Audio By Carbonatix
Speaking generally for a sec, I don’t like singers who talk instead of sing. That’s why hip-hop (well, besides Ol’ Dirty Bastard and Biz Markie) took a while for me: no singing, just talking. Or rhyming. Or whatever. (To clear my name, I have of course since seen the light–or at least Pharoahe Monch’s “The Light,” which features some wicked vocalizing–and have realized that in rap, talking is singing. Or rhyming. Or whatever.) But something about the way Chris Leo talks makes me want to sing. He used to do it when he fronted the Van Pelt, a band that used to name songs things like “Young Alchemists” and “Do The Lovers Still Meet At The Chiang Kai-Shek Memorial?” and then fill them with angular, herky-jerky swatches of post-punk guitar detritus and poems about puppies and speeding trains and the way the sky looks after it rains. Leo was great in that band, standing bow-legged with his guitar strung sassily around his neck like a wallet-chain version of Walt Whitman and Amelia Earhart and Tiny Tim and Molly Ringwald rolled into one, spewing his magic realism into the stale, steamy air of a few hundred underage venues nightly and sometimes even daily.
So I was genuinely saddened to see The Lapse go the way of all bands vivified by the spark of free floors when they broke up a few years ago. But then I was happy again the first time I saw The Lapse and realized they were pretty much the same band. Betrayal!, the Lapse’s first record, actually introduced pretty much exactly the same band, complete with a stripped-down version of the one about the puppies and the speeding trains. I like Heaven Ain’t Happenin’, the record they released last April on Chicago indie Southern Records, more, and it’s not just because bassist Toko Yasuda takes the mic a few times and actually, really, physically sings a couple dozen notes.
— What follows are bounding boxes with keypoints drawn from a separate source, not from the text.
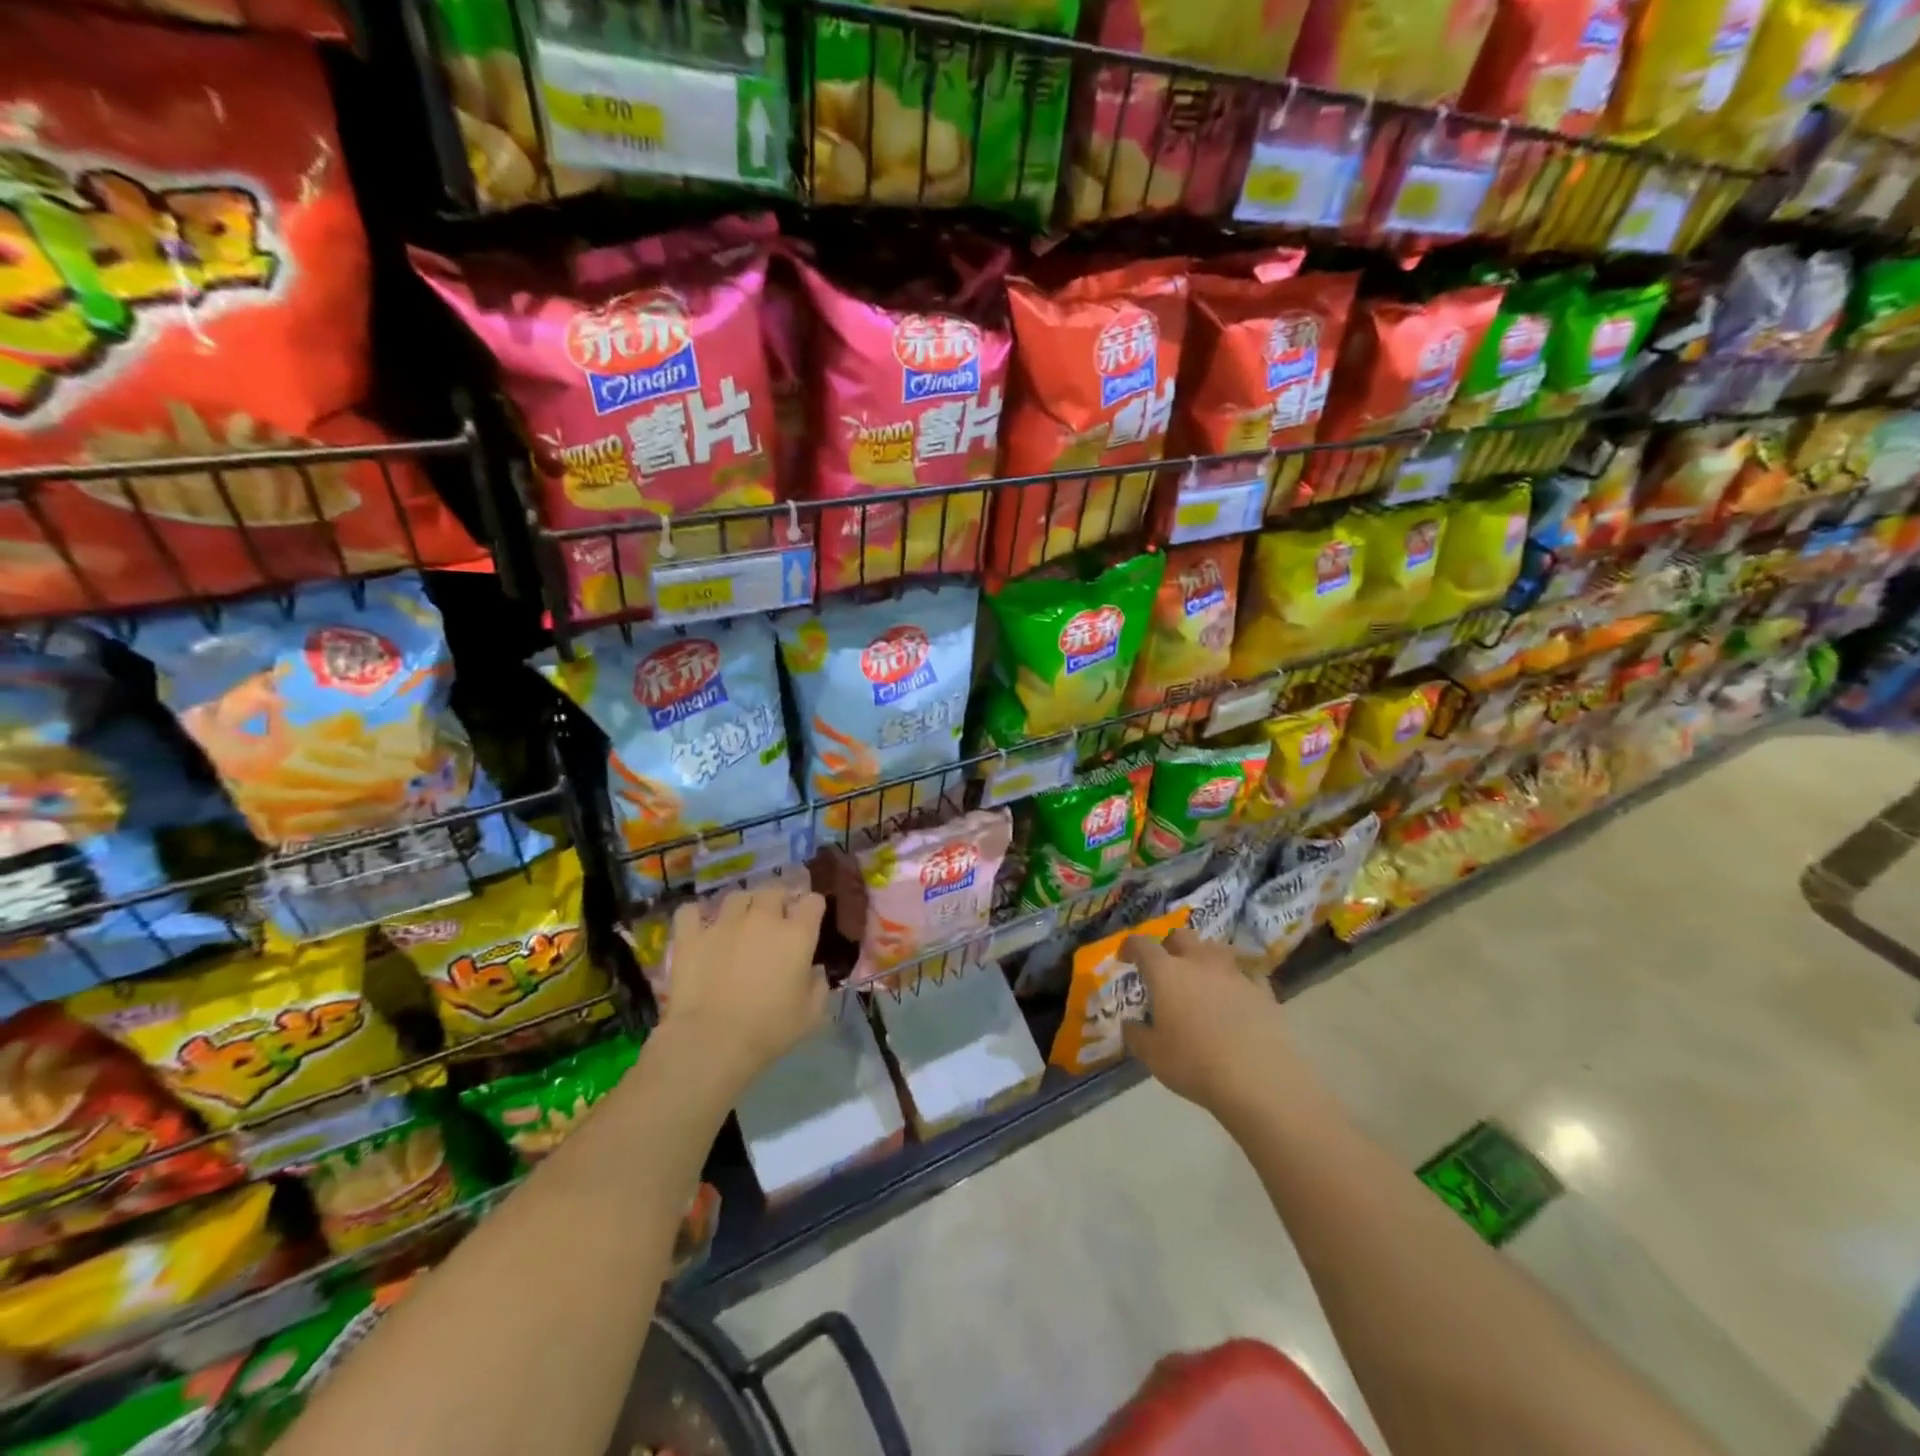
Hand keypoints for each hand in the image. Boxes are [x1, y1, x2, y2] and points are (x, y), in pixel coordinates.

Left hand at [659, 887, 827, 1096]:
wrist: (712, 1041)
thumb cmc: (769, 1030)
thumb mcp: (811, 1015)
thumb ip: (819, 986)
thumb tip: (814, 971)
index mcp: (797, 934)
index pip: (813, 901)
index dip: (812, 909)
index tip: (809, 922)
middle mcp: (762, 918)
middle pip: (774, 890)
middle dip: (778, 900)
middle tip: (775, 920)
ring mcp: (724, 923)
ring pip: (736, 896)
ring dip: (743, 905)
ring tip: (740, 921)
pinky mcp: (691, 936)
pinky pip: (691, 911)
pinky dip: (696, 915)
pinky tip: (700, 927)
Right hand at [1120, 927, 1292, 1116]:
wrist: (1260, 1077)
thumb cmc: (1195, 1064)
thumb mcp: (1152, 1056)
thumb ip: (1136, 1035)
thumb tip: (1130, 1025)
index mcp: (1166, 972)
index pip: (1142, 945)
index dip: (1131, 947)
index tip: (1125, 957)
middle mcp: (1199, 962)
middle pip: (1181, 936)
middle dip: (1170, 945)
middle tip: (1166, 966)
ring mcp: (1233, 973)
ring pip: (1215, 950)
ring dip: (1204, 958)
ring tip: (1201, 978)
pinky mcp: (1262, 990)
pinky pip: (1245, 975)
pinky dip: (1235, 981)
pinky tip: (1235, 998)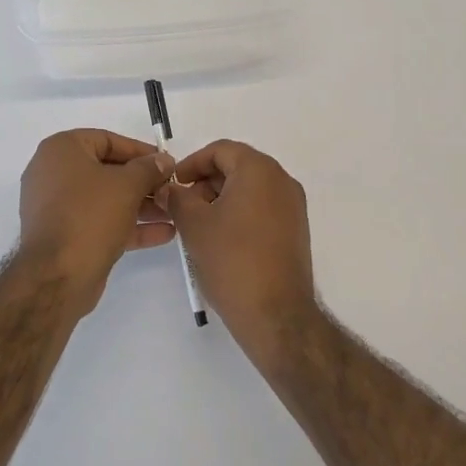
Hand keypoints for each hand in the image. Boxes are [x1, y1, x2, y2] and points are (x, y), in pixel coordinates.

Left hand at [18, 130, 175, 311]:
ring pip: (106, 199)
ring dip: (140, 205)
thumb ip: (149, 168)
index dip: (140, 150)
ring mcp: (57, 207)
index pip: (107, 140)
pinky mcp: (65, 235)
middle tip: (171, 189)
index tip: (166, 162)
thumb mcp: (127, 185)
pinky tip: (164, 233)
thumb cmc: (90, 215)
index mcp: (61, 150)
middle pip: (107, 171)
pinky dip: (128, 225)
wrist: (57, 276)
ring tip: (173, 212)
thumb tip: (163, 160)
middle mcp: (54, 173)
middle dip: (143, 182)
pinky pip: (100, 222)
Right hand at [161, 140, 318, 366]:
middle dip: (206, 181)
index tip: (174, 183)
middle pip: (238, 166)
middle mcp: (282, 181)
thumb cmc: (232, 261)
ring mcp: (293, 206)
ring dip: (221, 197)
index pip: (221, 150)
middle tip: (182, 204)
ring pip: (251, 188)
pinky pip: (263, 207)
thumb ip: (177, 198)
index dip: (192, 163)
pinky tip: (221, 238)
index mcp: (260, 170)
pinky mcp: (296, 230)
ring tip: (198, 224)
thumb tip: (169, 189)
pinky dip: (240, 212)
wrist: (276, 315)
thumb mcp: (194, 225)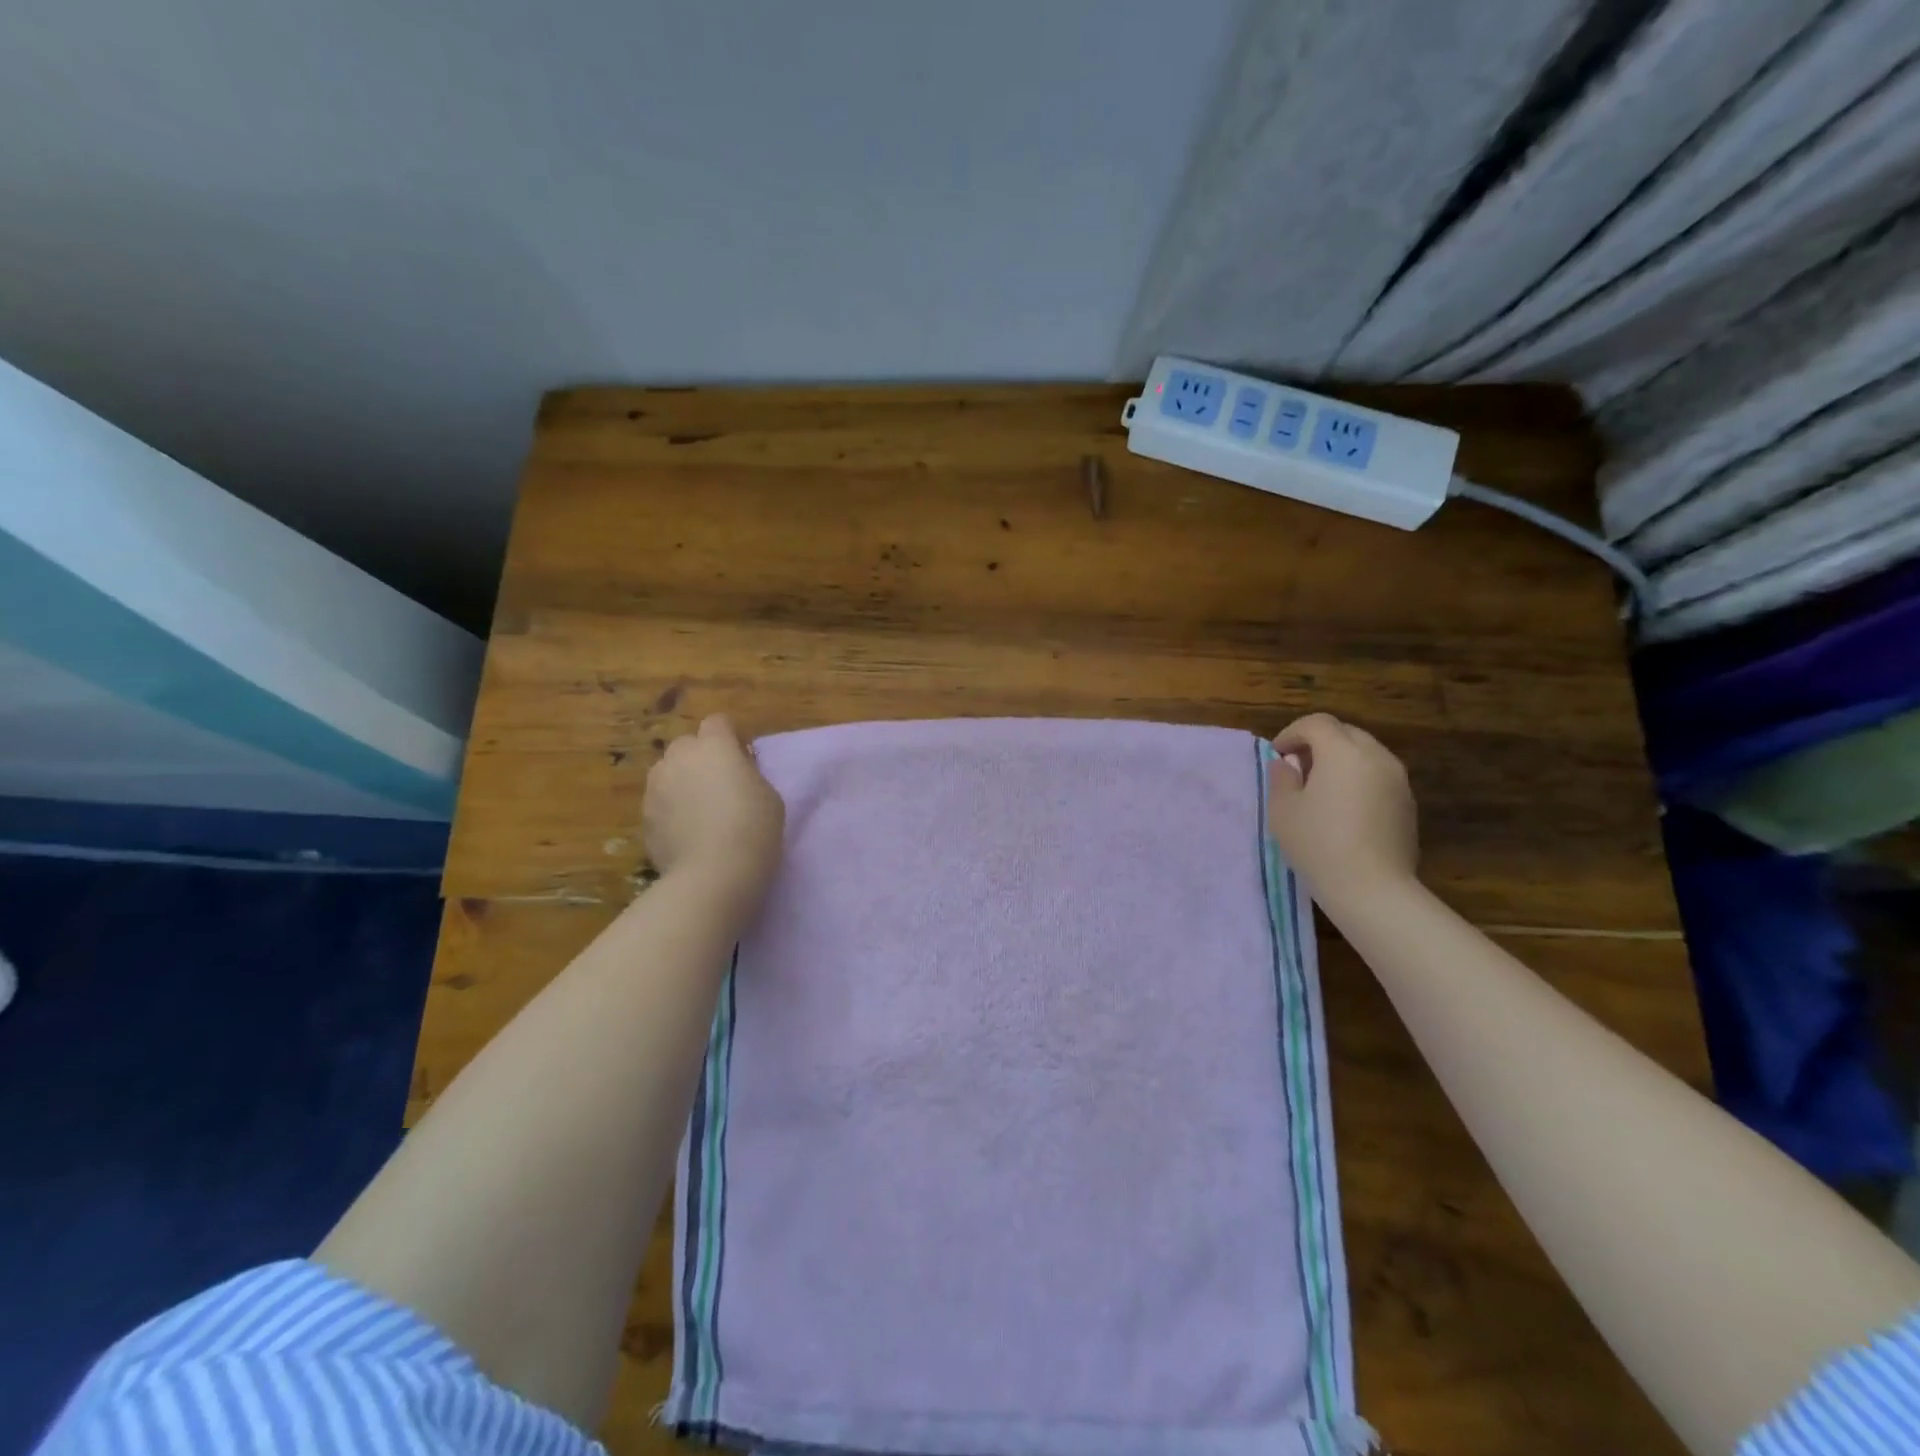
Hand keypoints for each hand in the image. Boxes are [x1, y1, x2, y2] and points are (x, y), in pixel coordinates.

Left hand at [643, 716, 784, 901]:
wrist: (713, 873)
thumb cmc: (753, 828)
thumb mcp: (769, 795)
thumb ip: (749, 774)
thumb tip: (735, 772)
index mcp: (714, 745)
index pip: (718, 722)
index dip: (730, 737)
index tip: (743, 758)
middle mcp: (679, 757)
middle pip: (687, 744)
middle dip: (700, 757)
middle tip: (719, 784)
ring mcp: (655, 787)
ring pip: (668, 773)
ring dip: (681, 782)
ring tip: (699, 810)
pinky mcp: (643, 817)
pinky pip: (660, 803)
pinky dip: (670, 810)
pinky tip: (686, 834)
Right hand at [1266, 713, 1418, 905]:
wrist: (1372, 889)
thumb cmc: (1318, 844)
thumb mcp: (1283, 810)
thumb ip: (1282, 778)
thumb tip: (1288, 764)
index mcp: (1343, 752)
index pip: (1316, 723)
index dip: (1292, 733)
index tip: (1278, 756)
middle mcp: (1376, 757)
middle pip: (1345, 732)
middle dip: (1318, 742)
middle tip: (1298, 768)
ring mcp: (1398, 780)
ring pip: (1365, 753)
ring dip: (1341, 760)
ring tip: (1321, 789)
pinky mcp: (1408, 804)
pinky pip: (1379, 776)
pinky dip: (1359, 779)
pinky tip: (1344, 809)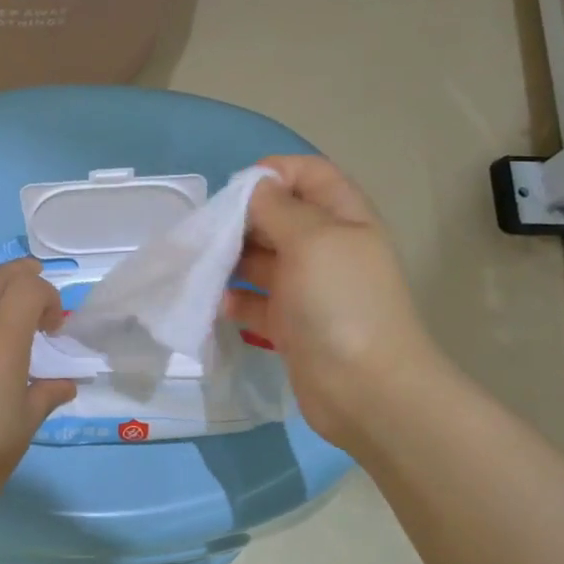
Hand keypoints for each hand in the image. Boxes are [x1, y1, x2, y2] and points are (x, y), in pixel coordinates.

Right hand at [224, 156, 439, 450]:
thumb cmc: (341, 303)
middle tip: (204, 231)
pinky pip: (254, 302)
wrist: (365, 390)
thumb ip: (278, 208)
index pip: (308, 174)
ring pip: (260, 260)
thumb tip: (253, 188)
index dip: (272, 173)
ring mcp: (307, 289)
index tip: (232, 190)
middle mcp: (325, 248)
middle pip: (277, 217)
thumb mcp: (312, 240)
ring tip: (198, 265)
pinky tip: (213, 302)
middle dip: (240, 218)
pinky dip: (233, 299)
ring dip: (229, 259)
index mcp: (342, 218)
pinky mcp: (289, 325)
That helps, but what I really like about it is the way Leo’s worked his old mojo into a post-collegiate frenzy.
He fills the songs he sings–oops, talks–here with the kind of bewitching wordplay you gotta work hard–or not at all– to crack: “This country of continents is a culture of condiments/Our pantries are stocked with relishes and after-dinner mints/Our children are raised on mustards and party dip.” Funny stuff, and true, too. And it rhymes. Or whatever.